Excerpted data below:

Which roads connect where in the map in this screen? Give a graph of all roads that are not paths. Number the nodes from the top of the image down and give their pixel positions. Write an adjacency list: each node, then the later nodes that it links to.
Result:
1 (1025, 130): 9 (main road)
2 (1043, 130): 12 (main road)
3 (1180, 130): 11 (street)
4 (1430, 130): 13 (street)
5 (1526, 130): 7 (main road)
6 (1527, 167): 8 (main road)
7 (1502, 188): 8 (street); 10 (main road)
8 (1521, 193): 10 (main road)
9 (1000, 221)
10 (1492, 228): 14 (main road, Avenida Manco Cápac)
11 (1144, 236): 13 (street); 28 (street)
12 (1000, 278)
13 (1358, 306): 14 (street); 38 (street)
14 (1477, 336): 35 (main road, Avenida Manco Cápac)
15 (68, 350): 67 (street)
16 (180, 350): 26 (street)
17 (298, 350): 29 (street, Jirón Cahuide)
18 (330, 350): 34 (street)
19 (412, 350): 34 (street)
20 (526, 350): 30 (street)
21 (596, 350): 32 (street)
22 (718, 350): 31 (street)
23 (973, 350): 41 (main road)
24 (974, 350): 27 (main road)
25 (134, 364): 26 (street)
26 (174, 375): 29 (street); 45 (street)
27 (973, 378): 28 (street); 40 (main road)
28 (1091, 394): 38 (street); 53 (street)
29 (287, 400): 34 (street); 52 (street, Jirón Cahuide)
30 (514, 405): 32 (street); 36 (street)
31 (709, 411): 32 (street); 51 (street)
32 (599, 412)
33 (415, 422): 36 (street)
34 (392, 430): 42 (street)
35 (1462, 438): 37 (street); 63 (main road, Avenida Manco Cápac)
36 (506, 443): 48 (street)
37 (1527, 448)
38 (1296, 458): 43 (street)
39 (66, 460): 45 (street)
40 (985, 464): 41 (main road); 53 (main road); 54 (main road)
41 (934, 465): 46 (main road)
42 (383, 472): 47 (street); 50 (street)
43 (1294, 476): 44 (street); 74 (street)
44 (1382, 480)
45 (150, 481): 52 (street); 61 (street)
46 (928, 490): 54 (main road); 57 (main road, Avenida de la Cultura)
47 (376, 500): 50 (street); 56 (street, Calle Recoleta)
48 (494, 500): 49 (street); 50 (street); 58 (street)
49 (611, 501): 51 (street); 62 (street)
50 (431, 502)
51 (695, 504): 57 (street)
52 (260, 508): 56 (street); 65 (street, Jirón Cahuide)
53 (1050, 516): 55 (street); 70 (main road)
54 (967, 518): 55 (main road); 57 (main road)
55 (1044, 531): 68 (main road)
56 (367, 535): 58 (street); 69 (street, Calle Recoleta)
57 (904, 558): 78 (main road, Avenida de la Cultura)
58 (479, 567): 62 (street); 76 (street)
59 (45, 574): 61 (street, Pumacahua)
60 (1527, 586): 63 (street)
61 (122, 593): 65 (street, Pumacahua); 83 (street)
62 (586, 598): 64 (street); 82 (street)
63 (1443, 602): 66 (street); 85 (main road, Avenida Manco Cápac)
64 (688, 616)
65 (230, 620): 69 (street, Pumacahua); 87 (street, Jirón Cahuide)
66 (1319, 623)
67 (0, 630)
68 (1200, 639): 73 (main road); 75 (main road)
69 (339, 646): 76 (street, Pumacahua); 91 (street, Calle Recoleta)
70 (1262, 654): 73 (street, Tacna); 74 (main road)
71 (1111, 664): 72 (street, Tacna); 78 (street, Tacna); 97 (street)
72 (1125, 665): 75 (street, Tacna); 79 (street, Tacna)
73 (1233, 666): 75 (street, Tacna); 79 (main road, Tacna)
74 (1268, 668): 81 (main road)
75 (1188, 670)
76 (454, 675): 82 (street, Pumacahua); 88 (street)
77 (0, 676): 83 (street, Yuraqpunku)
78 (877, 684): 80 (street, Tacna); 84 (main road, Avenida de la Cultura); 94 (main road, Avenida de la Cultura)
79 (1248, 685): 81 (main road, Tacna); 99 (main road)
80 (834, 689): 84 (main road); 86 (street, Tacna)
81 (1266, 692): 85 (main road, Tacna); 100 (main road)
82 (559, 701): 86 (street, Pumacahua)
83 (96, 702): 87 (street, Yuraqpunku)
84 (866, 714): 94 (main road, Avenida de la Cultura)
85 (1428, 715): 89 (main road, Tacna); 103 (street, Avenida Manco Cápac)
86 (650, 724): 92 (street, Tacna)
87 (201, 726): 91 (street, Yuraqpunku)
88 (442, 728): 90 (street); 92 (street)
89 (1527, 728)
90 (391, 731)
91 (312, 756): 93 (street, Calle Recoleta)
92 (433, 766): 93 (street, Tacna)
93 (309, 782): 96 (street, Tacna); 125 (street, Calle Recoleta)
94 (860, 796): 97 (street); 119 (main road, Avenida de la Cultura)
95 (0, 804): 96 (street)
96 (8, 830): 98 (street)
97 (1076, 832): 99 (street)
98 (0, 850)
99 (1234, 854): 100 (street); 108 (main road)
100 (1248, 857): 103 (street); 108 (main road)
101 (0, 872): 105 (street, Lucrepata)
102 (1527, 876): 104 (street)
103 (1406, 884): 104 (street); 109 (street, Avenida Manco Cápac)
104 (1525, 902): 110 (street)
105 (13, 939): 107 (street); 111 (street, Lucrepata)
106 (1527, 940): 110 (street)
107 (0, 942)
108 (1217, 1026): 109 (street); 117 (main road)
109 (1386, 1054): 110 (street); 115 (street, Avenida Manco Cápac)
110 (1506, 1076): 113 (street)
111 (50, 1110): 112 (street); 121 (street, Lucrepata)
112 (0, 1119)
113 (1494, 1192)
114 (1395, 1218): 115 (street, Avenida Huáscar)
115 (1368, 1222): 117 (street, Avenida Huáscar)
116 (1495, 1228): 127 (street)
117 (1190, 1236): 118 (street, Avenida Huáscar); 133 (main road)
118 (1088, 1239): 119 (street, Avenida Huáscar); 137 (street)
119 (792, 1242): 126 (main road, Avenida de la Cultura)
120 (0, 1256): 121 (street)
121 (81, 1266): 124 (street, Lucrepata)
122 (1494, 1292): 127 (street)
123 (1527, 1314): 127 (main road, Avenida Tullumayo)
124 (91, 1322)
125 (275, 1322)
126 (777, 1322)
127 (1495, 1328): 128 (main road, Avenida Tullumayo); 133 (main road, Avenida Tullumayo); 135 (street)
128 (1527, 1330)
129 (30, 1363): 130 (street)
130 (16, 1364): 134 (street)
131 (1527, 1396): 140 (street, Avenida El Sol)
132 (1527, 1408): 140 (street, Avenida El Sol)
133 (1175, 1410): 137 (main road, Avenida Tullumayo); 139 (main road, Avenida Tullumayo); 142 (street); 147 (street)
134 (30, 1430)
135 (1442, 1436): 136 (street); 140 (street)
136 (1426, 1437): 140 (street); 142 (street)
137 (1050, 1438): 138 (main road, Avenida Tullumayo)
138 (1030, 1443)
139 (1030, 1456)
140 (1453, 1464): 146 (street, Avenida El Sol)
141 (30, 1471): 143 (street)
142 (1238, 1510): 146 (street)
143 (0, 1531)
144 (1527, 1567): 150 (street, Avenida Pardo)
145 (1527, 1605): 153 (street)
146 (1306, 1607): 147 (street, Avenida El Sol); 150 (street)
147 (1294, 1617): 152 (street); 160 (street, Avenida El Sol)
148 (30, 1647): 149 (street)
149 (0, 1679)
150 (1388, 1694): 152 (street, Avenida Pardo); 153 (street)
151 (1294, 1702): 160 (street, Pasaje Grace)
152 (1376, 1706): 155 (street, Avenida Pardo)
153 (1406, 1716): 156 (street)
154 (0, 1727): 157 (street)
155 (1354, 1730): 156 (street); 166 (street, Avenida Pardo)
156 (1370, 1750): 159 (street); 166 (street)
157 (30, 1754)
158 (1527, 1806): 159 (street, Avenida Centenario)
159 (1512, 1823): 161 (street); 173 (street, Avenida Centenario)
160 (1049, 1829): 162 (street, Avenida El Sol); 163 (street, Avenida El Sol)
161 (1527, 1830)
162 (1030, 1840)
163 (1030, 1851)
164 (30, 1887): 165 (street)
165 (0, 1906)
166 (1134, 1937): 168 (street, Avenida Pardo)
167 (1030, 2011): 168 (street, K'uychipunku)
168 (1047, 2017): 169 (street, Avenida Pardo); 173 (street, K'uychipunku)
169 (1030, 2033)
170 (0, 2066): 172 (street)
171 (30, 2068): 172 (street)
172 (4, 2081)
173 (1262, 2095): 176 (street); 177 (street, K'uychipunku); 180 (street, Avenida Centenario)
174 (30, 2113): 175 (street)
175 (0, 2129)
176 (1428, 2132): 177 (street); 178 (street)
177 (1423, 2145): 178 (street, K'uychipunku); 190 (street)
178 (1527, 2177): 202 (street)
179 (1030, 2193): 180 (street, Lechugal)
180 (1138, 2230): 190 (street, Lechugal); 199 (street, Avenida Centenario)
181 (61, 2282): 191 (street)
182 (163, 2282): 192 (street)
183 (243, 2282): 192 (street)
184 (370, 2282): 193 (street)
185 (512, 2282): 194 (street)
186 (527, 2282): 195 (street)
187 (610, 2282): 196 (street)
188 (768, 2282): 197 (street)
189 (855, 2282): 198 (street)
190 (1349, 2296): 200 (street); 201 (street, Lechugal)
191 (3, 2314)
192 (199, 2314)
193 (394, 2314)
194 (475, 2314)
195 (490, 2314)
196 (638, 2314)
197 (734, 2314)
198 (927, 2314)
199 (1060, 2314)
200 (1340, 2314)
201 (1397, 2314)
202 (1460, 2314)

End of Excerpted data.

What is needed:
The expected answer is a copy of each line in the records that holds the word "Cultura".

Response to this task:
46 (928, 490): 54 (main road); 57 (main road, Avenida de la Cultura)
57 (904, 558): 78 (main road, Avenida de la Cultura)
78 (877, 684): 80 (street, Tacna); 84 (main road, Avenida de la Cultura); 94 (main road, Avenida de la Cultura)
84 (866, 714): 94 (main road, Avenida de la Cultura)
94 (860, 796): 97 (street); 119 (main road, Avenida de la Cultura)
119 (792, 1242): 126 (main road, Avenida de la Cultura)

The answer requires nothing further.